Deploy and Destroy Infrastructure: The underlying cloud infrastructure model (e.g., Cloud Functions, Cloud Run) that allows resources to be provisioned only for the duration of a job, contributing to cost efficiency.

Press Release Template

Capability Name

Dynamic Data Flow Orchestration

Headline

New Dynamic Data Flow Orchestration Ensures Self-Healing, Cost-Effective, and Always Up-to-Date Data Pipelines for Data Teams

Introduction

The Data Platform team is thrilled to announce the launch of our new Dynamic Data Flow Orchestration capability. This revolutionary approach automates the management of data pipelines, dynamically adapting to changes in data rules and dependencies. It’s designed for data engineers and platform users, ensuring data flows are always current, reliable, and efficiently processed.

Problem

“As a data engineer, I used to dread making changes to data pipelines. Things would constantly get out of sync, and I’d spend hours manually fixing failures just because a dependency changed or a new column was added. It was hard to trust that what was running was the freshest version of our data flows.”

Solution

Our new Dynamic Data Flow Orchestration leverages a context database to store all data rules and logic. When new data arrives, or a scheduled trigger occurs, the system dynamically generates a manifest on-the-fly, identifying all downstream dependencies and launching jobs in parallel. This means data flows self-heal and adapt automatically to changes like new rules or renamed tables, eliminating manual syncing and reducing failures.

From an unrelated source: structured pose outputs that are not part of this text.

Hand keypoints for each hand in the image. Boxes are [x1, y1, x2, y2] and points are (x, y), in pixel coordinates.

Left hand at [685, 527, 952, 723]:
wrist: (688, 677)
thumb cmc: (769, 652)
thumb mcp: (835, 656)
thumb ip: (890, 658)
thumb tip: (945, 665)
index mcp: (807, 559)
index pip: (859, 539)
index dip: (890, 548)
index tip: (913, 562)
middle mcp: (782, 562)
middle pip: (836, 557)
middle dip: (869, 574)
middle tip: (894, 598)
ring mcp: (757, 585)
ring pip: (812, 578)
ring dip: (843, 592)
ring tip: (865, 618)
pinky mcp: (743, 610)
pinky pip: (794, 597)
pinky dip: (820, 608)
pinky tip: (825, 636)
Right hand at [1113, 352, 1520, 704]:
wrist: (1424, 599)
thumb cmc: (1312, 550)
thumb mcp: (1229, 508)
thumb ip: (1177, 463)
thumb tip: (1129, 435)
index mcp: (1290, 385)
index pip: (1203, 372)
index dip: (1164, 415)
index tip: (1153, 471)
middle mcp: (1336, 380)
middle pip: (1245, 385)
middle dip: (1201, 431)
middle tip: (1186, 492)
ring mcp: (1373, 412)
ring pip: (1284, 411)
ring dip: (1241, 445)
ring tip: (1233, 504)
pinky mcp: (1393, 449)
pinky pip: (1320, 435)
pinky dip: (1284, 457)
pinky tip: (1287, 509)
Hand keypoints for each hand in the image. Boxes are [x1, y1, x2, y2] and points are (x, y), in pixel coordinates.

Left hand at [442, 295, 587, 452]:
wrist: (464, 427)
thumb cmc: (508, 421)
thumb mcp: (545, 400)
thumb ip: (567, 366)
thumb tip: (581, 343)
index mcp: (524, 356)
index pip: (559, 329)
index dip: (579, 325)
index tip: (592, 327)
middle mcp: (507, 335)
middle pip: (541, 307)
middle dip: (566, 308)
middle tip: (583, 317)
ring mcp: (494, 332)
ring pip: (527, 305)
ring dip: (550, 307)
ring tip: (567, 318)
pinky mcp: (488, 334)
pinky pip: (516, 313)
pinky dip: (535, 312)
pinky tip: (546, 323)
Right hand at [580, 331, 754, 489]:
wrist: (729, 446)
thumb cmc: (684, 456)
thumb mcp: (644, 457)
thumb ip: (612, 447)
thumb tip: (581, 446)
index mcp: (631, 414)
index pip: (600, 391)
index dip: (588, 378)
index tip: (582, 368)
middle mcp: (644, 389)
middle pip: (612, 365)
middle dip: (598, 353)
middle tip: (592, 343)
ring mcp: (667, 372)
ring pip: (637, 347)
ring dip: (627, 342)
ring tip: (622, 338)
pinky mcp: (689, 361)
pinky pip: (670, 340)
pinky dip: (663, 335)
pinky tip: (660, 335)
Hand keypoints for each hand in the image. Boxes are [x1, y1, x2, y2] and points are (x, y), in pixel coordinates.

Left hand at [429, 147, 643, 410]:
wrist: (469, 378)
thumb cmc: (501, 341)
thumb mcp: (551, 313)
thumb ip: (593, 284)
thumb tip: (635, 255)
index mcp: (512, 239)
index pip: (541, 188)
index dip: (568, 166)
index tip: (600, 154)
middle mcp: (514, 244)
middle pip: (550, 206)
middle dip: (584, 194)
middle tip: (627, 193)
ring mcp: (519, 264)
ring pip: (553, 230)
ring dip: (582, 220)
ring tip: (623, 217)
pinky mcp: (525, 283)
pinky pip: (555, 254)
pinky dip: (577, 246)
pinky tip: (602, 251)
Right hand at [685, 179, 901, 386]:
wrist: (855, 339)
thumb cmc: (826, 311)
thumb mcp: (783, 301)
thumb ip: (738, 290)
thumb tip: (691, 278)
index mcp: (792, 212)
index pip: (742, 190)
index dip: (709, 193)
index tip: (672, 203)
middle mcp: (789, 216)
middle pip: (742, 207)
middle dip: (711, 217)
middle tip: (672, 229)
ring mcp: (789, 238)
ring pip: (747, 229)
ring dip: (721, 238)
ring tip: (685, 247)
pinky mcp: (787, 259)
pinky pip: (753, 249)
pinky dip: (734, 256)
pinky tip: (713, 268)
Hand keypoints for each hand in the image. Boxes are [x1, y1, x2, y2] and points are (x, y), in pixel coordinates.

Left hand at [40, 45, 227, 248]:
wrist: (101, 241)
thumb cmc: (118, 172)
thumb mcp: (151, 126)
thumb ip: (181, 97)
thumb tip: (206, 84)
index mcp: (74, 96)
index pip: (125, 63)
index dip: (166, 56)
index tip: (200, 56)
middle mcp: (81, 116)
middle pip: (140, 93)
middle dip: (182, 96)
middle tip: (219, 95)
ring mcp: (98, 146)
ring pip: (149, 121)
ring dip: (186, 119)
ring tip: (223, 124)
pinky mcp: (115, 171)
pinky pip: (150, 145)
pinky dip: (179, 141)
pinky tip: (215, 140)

By using Pub/Sub messaging and serverless infrastructure like BigQuery and Cloud Run, pipelines run with very little latency and significantly lower costs, as there’s no constant orchestration server running. Validation mechanisms ensure only valid changes update the production context, preventing breaks. The system will even automatically rebuild and refresh tables downstream if upstream changes are detected, generally taking care of 99% of common issues without manual intervention.

Data Platform Product Manager

“With Dynamic Data Flow Orchestration, we’ve fundamentally improved the maintainability and reliability of our data pipelines. The self-healing nature and always-up-to-date lineage significantly boost trust in our data, allowing our engineers to focus on value creation rather than constant firefighting.”

Data Platform User

“I love that I don’t have to worry if the data I’m using is fresh or if a pipeline has broken behind the scenes. This system just works! I can add a new rule or even rename a table, and the data flows seamlessly adapt without me having to lift a finger.”

Get Started

This capability is active across our data platform today, ensuring reliable and fresh data for all users. To learn more about how Dynamic Data Flow Orchestration ensures always-fresh and robust data, please contact your data platform product manager or visit agiledata.io for documentation.

AgileData Podcast Episode

https://podcast.agiledata.io/e/orchestrating-dynamic-data-flows-agiledata-engineering-pattern-1-episode-67/

Listen to Podcast Epsiode

AgileData Podcast Episode Transcript

Shane: Welcome to the Agile Data Podcast. I'm Shane Gibson.

Nigel: And I'm Nigel Vining.

Shane: Hey, Nigel. Today we're trying a new thing. We are going to start a series where we effectively describe one Pattern in each episode that we use, and I'm thinking of it as pages in our Pattern library. The first one we wanna talk about is the way that we orchestrate the data flows in our way of working.

So why don't you start off. By giving me an overview of the patents that we use to engineer that particular task.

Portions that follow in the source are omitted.